There, the ad proclaimed, people could “enjoy a real day at a Mexican beach resort, only 16 miles south of Tijuana Mexico.” The ad promised amusements galore: fishing, bathing, hunting and horseback riding; and, of course, unlike in the U.S., where Prohibition was in its fourth year, guests could get alcoholic drinks legally, surely an attraction to many.
HISTORY OF THE REGION
Although its owners hoped it would become the “sensation of the season,” the El Rosarito Beach Resort & Country Club House was far removed from the iconic 500-room-and-suite self-
While the Rosarito region had a name when then-owners began promoting the “hotel” in 1924, it did not have much else. The road house later named Rene’s had opened nearby about a year before, but there were few people and even fewer structures in the area
That would not start to change dramatically until Manuel Barbachano bought the Rosarito Beach Hotel in 1929. He was a visionary who also brought electricity and phone service to northern Baja.
Mr. Barbachano had the goal of bringing to Baja a world-class resort, in part to please his future wife, actress Maria Luisa Chabert, who was accustomed to the more glamorous life of Mexico City.

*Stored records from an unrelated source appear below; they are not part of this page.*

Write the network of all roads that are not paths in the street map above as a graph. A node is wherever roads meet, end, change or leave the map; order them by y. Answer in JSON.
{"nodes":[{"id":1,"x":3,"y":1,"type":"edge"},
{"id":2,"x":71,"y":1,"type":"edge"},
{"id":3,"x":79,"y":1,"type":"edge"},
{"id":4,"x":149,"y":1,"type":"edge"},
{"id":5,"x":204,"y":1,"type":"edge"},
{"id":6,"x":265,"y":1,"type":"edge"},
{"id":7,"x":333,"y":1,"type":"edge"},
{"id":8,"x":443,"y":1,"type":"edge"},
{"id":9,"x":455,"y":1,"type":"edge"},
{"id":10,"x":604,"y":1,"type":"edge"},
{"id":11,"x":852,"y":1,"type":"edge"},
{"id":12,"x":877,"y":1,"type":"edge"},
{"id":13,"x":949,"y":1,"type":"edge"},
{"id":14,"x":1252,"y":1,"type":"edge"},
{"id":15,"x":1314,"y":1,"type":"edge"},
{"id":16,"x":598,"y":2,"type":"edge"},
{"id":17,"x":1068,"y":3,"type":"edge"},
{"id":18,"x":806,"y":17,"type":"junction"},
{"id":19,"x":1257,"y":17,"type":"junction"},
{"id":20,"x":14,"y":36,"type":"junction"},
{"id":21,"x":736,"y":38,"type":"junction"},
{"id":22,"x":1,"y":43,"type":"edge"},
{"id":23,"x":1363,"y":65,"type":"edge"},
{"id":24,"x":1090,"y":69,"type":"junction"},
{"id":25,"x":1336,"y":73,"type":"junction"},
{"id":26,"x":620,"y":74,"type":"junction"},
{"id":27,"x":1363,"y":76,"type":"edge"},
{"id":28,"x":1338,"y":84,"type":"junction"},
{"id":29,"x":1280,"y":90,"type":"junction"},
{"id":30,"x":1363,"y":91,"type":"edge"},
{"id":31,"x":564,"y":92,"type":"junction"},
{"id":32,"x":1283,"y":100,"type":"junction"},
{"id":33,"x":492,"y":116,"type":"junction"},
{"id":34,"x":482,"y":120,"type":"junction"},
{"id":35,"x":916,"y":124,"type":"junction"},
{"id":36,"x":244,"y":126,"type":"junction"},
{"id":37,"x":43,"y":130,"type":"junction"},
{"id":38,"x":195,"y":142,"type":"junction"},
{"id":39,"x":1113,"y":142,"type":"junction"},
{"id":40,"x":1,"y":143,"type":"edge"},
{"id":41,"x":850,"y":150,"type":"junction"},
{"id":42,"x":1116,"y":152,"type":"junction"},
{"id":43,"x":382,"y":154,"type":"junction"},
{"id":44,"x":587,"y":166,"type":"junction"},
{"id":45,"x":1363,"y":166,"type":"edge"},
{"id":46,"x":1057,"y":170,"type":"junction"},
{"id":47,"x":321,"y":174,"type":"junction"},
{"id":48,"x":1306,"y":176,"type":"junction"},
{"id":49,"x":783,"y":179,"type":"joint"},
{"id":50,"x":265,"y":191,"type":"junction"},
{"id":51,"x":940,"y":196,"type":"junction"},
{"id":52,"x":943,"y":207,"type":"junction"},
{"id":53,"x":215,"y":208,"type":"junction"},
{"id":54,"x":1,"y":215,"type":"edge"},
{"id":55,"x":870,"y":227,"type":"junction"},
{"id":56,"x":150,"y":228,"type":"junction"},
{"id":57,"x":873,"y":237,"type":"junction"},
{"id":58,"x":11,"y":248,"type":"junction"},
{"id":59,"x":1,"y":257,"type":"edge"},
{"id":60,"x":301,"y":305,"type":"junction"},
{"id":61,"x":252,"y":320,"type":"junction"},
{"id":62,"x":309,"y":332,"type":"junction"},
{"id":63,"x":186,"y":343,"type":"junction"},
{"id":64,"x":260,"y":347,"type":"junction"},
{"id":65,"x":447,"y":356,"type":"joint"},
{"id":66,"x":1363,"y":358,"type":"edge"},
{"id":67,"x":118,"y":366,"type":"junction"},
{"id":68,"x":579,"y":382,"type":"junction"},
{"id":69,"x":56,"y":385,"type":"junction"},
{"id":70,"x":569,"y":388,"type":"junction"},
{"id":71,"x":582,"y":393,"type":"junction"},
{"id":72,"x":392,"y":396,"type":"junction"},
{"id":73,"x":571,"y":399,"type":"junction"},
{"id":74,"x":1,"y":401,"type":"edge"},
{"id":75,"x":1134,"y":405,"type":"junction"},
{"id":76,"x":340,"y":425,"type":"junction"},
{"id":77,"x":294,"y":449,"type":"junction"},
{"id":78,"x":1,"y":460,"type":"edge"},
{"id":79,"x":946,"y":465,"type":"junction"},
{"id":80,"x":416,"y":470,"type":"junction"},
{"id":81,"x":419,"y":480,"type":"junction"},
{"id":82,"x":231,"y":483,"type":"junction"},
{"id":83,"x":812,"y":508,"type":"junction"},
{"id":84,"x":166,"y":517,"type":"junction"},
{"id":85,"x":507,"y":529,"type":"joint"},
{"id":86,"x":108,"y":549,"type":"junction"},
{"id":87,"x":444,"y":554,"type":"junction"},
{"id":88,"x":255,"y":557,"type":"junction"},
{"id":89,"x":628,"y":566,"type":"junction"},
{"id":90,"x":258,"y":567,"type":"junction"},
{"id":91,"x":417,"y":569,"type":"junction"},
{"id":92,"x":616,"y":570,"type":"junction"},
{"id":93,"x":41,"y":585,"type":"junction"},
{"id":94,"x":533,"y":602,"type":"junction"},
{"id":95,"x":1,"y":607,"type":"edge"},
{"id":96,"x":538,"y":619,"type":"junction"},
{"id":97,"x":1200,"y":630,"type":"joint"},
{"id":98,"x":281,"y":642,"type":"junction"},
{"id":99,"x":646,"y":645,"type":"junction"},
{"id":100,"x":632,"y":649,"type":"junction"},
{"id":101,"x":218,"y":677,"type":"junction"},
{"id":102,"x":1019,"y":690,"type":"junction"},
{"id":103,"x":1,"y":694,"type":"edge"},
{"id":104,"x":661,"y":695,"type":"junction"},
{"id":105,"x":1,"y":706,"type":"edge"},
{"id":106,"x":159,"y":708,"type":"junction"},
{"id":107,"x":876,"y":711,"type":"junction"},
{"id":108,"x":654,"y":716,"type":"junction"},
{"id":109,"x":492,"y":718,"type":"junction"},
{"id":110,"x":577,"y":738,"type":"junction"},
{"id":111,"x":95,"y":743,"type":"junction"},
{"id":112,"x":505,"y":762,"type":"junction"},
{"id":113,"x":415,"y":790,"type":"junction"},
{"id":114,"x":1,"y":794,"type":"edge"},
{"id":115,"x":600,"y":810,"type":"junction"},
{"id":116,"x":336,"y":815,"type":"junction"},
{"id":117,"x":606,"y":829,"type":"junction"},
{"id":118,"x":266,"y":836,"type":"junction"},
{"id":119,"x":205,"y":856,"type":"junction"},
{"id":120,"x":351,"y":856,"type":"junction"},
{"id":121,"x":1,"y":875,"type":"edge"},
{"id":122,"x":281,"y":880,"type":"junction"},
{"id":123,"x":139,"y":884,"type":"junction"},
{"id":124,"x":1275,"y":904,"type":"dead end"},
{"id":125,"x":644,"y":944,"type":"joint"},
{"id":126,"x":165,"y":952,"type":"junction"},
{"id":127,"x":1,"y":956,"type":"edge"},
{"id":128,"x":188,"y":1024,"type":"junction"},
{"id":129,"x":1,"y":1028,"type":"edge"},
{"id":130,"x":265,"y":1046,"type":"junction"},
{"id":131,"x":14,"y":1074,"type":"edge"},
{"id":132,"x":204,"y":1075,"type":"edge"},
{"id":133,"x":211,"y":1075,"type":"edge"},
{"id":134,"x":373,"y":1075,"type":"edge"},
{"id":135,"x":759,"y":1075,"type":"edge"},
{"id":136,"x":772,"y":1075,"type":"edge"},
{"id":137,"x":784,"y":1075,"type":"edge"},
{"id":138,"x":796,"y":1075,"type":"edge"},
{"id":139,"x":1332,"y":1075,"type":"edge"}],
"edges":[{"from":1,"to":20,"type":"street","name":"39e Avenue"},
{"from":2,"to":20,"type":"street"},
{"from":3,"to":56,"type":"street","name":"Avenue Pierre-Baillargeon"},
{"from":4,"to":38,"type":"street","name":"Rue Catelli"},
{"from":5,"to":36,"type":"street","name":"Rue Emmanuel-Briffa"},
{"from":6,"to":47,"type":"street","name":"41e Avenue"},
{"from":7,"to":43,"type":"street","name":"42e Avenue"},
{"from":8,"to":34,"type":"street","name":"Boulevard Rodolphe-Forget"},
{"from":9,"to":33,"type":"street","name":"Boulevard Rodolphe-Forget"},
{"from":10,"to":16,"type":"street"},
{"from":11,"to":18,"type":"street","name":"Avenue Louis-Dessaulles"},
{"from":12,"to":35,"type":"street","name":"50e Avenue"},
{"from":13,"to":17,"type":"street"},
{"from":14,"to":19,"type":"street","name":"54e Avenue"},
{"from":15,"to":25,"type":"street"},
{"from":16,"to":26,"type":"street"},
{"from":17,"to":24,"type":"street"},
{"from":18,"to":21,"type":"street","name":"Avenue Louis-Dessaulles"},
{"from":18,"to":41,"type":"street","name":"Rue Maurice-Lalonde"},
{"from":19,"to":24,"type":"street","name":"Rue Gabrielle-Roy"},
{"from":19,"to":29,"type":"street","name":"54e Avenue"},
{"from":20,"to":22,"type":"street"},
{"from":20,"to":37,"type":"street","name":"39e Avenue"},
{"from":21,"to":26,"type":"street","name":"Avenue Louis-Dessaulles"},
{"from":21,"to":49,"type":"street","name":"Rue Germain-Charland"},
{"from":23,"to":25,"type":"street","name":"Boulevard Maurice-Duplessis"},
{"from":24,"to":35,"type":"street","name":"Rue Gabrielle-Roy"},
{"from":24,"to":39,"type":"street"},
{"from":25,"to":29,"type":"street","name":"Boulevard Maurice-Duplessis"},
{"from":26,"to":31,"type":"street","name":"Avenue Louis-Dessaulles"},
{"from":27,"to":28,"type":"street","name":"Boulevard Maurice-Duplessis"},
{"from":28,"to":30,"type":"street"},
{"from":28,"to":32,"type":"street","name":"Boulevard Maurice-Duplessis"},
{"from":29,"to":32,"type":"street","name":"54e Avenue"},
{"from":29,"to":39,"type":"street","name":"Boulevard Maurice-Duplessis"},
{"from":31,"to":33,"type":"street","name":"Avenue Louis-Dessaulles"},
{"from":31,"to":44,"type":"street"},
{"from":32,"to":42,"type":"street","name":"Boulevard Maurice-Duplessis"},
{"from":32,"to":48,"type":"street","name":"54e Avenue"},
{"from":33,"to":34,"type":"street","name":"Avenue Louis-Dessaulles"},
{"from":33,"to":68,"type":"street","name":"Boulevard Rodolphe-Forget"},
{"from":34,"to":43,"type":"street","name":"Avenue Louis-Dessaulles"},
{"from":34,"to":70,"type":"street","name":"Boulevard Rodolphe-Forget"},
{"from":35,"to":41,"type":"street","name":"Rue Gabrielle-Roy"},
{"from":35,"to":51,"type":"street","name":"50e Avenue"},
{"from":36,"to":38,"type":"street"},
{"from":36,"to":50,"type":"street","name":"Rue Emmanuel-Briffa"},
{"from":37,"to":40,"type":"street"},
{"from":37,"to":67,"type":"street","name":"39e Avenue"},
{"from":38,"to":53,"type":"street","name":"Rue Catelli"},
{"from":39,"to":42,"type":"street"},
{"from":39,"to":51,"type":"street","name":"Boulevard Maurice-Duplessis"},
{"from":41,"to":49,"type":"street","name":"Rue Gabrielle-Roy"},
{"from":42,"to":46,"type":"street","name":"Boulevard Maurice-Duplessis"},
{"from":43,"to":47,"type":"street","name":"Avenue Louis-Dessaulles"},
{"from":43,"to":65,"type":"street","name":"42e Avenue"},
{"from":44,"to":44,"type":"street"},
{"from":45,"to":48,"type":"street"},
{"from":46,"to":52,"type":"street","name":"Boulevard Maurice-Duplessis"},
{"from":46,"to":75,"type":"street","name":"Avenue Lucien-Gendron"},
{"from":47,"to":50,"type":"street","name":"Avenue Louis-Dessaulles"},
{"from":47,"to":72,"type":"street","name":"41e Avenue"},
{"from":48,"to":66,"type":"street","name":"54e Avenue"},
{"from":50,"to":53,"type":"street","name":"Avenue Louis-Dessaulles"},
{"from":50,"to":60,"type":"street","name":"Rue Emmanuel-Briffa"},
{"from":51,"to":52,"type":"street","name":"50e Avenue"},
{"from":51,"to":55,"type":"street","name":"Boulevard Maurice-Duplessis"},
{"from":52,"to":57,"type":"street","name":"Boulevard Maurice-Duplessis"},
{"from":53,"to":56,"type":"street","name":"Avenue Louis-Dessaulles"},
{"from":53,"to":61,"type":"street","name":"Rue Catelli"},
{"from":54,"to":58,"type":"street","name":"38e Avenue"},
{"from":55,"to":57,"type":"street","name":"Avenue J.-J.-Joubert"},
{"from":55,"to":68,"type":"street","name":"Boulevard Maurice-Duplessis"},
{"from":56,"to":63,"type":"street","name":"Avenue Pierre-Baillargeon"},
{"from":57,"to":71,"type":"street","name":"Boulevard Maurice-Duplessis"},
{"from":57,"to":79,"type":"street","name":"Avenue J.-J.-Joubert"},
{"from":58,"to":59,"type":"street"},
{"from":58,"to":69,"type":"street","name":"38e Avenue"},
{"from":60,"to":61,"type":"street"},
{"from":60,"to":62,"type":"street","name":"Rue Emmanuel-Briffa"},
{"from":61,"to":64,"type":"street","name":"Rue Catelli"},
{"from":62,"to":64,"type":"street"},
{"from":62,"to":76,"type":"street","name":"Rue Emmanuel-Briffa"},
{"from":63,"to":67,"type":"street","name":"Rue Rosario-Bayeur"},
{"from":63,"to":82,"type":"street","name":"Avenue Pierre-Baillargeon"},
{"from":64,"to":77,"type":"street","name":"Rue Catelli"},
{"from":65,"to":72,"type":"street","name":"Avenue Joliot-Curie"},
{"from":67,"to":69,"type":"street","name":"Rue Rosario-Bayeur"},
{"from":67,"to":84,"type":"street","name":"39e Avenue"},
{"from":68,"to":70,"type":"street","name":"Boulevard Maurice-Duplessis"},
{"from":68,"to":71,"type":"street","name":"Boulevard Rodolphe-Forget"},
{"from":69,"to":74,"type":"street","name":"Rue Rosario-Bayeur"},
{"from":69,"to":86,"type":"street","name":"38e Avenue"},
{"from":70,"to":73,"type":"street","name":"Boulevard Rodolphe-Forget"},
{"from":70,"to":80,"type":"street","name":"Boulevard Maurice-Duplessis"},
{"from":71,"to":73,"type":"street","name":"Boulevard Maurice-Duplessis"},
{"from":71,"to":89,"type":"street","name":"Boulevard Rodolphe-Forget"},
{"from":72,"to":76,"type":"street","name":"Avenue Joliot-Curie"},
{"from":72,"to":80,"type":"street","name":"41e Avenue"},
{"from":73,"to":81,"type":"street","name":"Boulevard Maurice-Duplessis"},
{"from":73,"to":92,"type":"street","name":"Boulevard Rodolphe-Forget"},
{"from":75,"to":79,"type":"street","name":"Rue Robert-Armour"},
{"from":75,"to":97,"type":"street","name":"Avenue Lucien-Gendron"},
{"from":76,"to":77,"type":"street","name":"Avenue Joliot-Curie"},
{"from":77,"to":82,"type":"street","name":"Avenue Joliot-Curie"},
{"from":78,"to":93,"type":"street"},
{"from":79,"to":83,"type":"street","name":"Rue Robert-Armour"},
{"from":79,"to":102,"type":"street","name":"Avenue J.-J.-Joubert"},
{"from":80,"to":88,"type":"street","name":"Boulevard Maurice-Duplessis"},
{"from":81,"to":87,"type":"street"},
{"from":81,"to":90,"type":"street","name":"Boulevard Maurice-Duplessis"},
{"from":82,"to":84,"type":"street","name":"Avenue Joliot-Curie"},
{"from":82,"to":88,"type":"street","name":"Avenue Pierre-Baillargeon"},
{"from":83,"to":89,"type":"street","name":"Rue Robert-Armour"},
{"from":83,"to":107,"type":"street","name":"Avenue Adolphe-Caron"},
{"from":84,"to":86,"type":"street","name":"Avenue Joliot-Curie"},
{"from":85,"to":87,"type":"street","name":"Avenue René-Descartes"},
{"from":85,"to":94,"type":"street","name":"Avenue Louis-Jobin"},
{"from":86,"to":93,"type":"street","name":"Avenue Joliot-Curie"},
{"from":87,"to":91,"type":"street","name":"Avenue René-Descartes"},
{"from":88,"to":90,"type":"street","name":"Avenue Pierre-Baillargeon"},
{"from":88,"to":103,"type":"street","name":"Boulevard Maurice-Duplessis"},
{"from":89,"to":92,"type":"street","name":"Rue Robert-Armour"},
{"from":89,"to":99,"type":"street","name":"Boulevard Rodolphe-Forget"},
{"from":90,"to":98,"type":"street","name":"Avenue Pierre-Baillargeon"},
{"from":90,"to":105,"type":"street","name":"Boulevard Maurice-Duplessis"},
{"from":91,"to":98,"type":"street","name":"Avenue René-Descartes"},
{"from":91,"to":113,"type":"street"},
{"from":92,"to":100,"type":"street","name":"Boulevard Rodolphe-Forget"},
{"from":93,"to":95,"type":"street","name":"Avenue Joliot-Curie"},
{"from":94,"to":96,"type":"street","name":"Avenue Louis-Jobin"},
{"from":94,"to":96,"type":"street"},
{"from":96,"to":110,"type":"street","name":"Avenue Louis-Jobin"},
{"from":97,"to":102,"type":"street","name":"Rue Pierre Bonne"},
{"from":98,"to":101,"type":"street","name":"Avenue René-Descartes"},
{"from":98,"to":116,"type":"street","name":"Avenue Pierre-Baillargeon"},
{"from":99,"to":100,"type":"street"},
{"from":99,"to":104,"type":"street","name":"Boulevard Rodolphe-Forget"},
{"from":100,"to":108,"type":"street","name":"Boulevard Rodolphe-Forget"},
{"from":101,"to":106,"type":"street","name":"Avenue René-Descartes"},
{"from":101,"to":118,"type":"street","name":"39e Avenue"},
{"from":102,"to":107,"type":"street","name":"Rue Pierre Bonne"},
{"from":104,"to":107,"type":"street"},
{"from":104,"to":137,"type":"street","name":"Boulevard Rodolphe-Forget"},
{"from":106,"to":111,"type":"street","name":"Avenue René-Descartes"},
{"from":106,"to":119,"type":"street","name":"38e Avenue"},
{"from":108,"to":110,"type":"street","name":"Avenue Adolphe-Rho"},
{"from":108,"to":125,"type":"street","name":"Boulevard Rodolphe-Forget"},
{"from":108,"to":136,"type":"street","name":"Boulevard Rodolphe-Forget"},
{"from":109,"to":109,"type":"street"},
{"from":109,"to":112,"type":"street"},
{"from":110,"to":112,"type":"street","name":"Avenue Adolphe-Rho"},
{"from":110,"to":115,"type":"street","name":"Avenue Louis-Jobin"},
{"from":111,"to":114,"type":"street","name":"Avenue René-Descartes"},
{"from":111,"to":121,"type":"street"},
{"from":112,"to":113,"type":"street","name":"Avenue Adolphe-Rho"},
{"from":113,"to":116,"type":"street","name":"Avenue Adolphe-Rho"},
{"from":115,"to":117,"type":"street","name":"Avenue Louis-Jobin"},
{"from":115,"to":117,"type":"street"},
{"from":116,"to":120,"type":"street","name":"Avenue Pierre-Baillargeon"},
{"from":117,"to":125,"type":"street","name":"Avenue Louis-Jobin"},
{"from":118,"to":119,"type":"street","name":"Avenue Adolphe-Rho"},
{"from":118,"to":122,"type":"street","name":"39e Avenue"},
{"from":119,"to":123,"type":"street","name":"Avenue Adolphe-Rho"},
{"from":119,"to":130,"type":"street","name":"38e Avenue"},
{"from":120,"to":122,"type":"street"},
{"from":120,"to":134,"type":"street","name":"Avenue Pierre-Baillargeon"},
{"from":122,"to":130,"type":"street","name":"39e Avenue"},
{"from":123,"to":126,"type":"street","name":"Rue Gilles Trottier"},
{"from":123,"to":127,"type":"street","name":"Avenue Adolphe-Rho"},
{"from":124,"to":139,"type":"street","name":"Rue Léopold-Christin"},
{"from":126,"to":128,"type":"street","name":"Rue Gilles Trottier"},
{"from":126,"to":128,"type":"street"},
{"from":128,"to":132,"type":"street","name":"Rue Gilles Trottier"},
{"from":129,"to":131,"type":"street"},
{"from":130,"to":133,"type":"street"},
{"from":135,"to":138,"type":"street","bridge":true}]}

After the 1929 purchase, Mr. Barbachano began adding rooms and a beautiful casino. The alluring seaside resort soon became a favorite of the rich and famous, including the Hollywood crowd, some looking for a break from U.S. Prohibition.
Today, such guests would be called jet setters, although jet planes had yet to be invented back then. The resort had a landing strip between buildings and beach, and sometimes more private planes than cars in its guest parking lots.
In 1932, fifty more rooms were added along with the hotel’s grand foyer, with 20-foot ceilings, murals by Matias Santoyo, plus replicas of Mayan and Aztec art. The lobby murals remain today, some refreshed and re-done. It is Maria Luisa’s elegant image in stained glass that still graces the entrance to the Rosarito Beach Hotel, along with the words: Though This Door Pass the Most Beautiful Women in the World where thousands of visitors take their memory pictures.
Construction began on the luxurious family mansion, parts of which today comprise Chabert’s Restaurant and the Casa Playa Spa. Furnishings and fine materials were imported from throughout the world.
Casinos were outlawed by the Mexican government in the 1930s and U.S. prohibition ended in 1933. Still, during this period a galaxy of stars appearing at the resort just south of the border and so near Hollywood.
They included Kirk Douglas, Orson Welles, John Wayne, Gregory Peck, Vincent Price, Frank Sinatra, Burgess Meredith, Ali Khan, plus glamorous leading ladies including Rita Hayworth, Marilyn Monroe, Kim Novak, Joan Bennett and Lana Turner.
There were scores more, including many Mexican presidents.